Akan hal ‘alaihim, dalam ghairil maghdhubi ‘alaihim, kata ini punya sepuluh bentuk ucapan. Yang enam kita warisi dari imam Ilmu Qiraat: ‘alaihum, ‘alaihim, ‘alaihimii, ‘alaihimuu, ‘alaihumuu, dan ‘alaihumu. Sedangkan yang empat lagi dipindahkan dari logat Arab tanpa penuturan dari para qari’, yakni: ‘alaihumii, alaihumi, ‘alaihimu, dan ‘alaihimi. (Abu ‘Abdillah al-Qurthubi, Al-Jami’ li-Ahkamil Quran, I:148).

Sementara itu ‘Umar ibn Al-Khaththab r.a., dalam riwayat Waki’ dan lain-lain, membaca: Shiraatha man an’amta ‘alaihim, ghairil maghdhuubi ‘alaihim wa ghairadh dhaalliin. Abu ‘Ubaid dan ‘Abd ibn Humaid juga meriwayatkan bahwa ‘Abdullah ibn Zubair melakukan hal yang sama. Juga ‘Ikrimah dan Al-Aswad, menurut Ibn Abi Dawud. (Muhammad as-Syaukani, Fathul Qadir, Al-Jami’ baina Fannair Riwayah wad-Dirayah min ‘Ilmit Tafsir, I:24:25).

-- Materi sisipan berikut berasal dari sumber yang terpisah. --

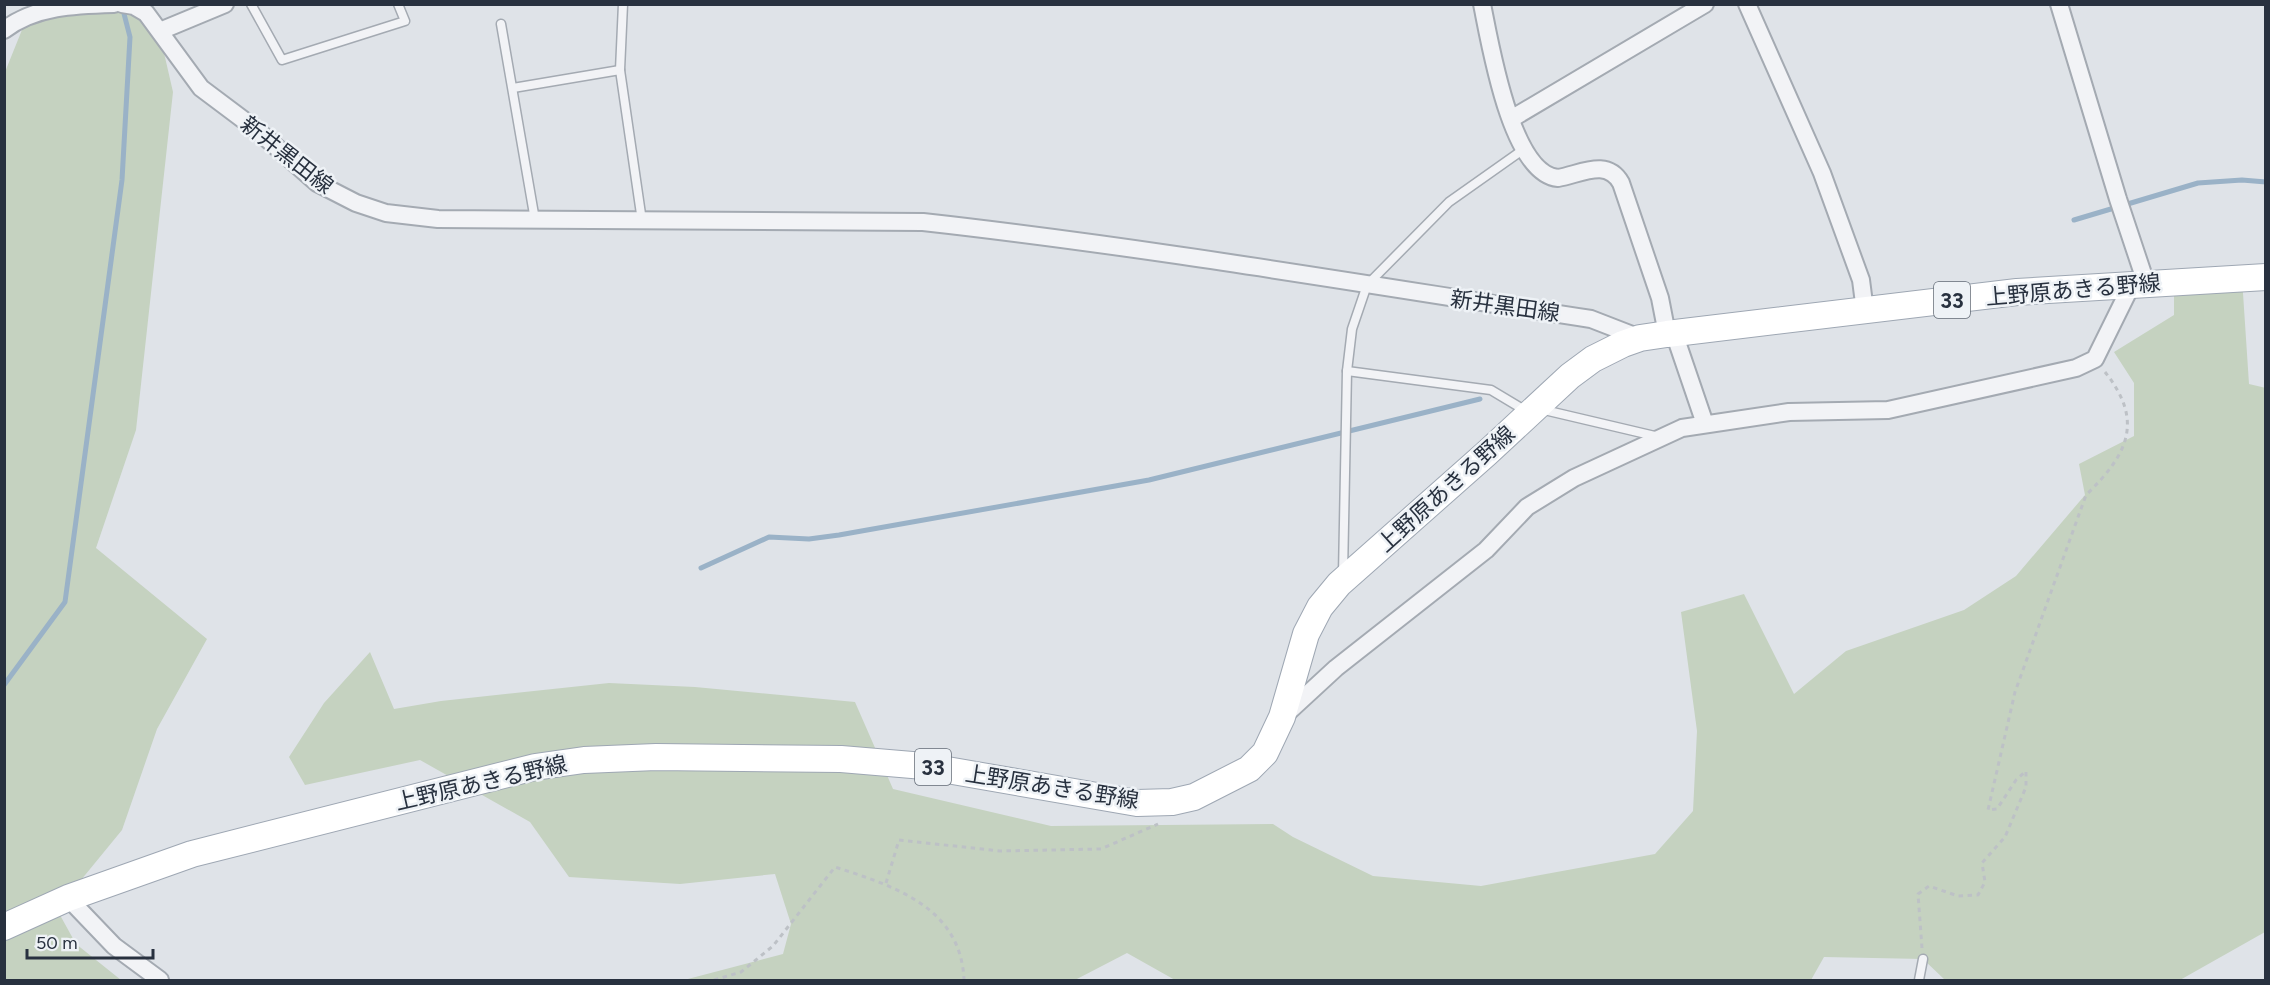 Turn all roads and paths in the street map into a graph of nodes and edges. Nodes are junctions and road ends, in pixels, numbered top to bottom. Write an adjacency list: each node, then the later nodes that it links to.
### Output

Pengertian keseluruhan kalimat itu kemudian menurut Ibn Katsir:  “Tunjukilah kami jalan yang lurus, jalan mereka yang Kauberi anugerah, yang gambaran dan sifat-sifatnya telah tersebut terdahulu, yakni para pemegang hidayah, istiqamah (konsistensi) dan ketaatan… bukannya jalan mereka yang kena murka, yakni mereka yang rusak kemauannya, yang tahu kebenaran tetapi menyimpang, bahkan pula jalan mereka yang sesat, yakni orang-orang yang kehilangan ilmu, lalu kebingungan di dalam kesesatan, tidak mendapat petunjuk ke arah kebenaran”  Bersambung…….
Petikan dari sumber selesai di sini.